Within a few weeks we developed a rhythm. Progress was being made. Peeing in the toilet was becoming second nature, even while out. We had only three daytime peeing accidents during the entire training process.

Mastering stooling in the toilet came with its own set of challenges and those challenges taught me a great deal about my son’s ability. Midway through potty training boot camp I noticed that my son was not stooling or so I thought. No accident in diapers and no stooling in the toilet. How is that possible? I was concerned. I don’t want him to get sick in the process, so I started paying closer attention to his habits. Ah hah!! That little dickens outsmarted me. My son had a secret stash of pull-ups that he changed into when he felt he needed to stool. He would find a place to relieve himself and then discard the pull-up in the trash, hiding it under other trash if he could. I saw this and could not believe my eyes. How very clever he is. Note to self…never underestimate any child.
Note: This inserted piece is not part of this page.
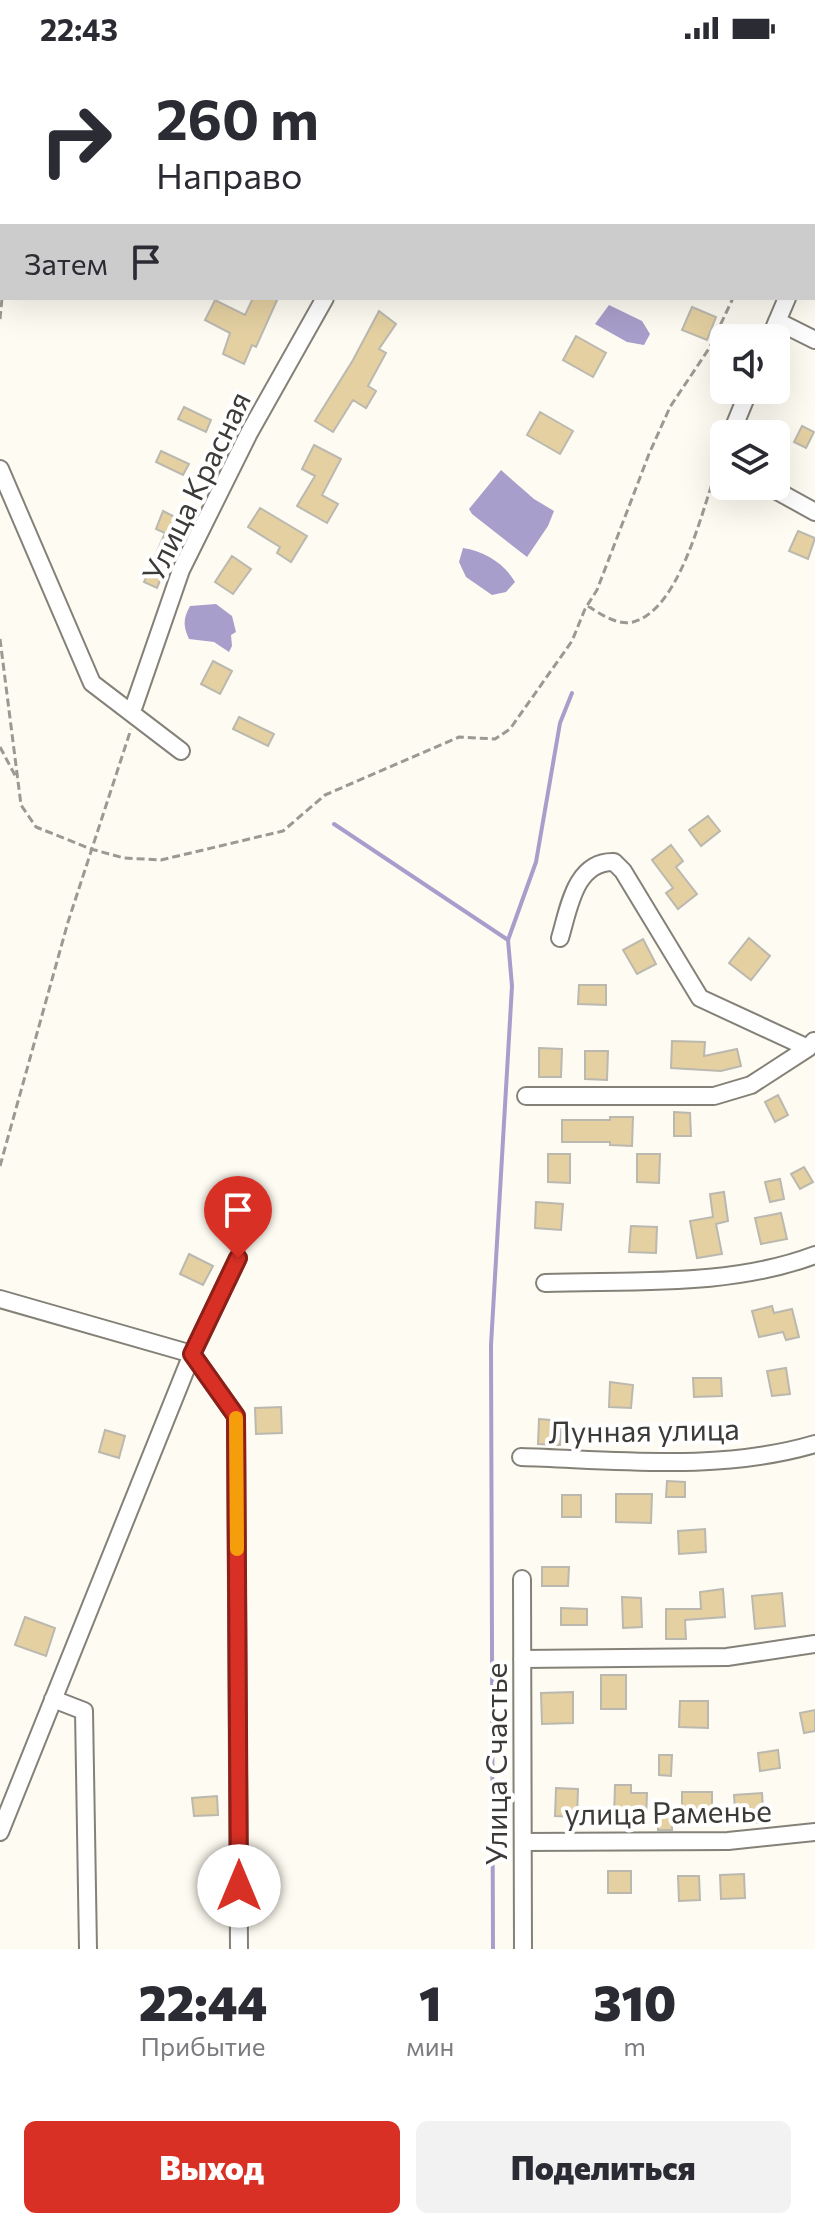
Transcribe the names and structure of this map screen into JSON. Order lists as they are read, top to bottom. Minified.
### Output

I rejoiced at my son’s increased cerebral fortitude, but recognized that I needed to find his secret stash of pull-ups. I checked where I originally hid the pull-ups. No change there. I checked different areas in his room and around the house. I still couldn’t find the secret stash. So I wait. He’ll have to run out of pull-ups soon. It wasn’t long before the inevitable happened. My son is starting to refuse food and drink again. He’s determined not to stool in the toilet or ever, for that fact. Three days pass and still no stool. It’s time to turn up the volume on the training.  Instead of going to the bathroom every 30 minutes to an hour he now has to spend most of his time in the bathroom, taking breaks for eating, playing and sleeping with close supervision. Another day goes by and finally! It happened. Success…true success. This time there were no parties, only a warm smile and a job well done. I continued encouraging his successful self-toileting, which he seemed not to mind. It took all of 3 months to get the bulk of his training done and those 3 months changed our lives forever.

Taking this huge leap did more than just rid us of pull-ups. My son seemed more assured of himself and more mature in how he handles himself. I think we tend to take for granted that which comes easily for “typical children.” We think about the cognitive implications as new life stages are met, but there is very little talk about the child’s sense of self as new challenges are conquered. These things make a tremendous difference in the child’s life. It’s not just about gaining skill, but gaining the knowledge that “I can do.”

Don’t give up! – Sometimes you have to step back, leave a situation where it is and then revisit it much later. If you find that you have to take a break because potty training is way too challenging, then break the process down to the smallest degree. That will be your starting point when you and your child are ready to meet the challenge again.

Don’t compare your child to other children. His natural rate of progression is his alone. Respect that and encourage him to do his personal best.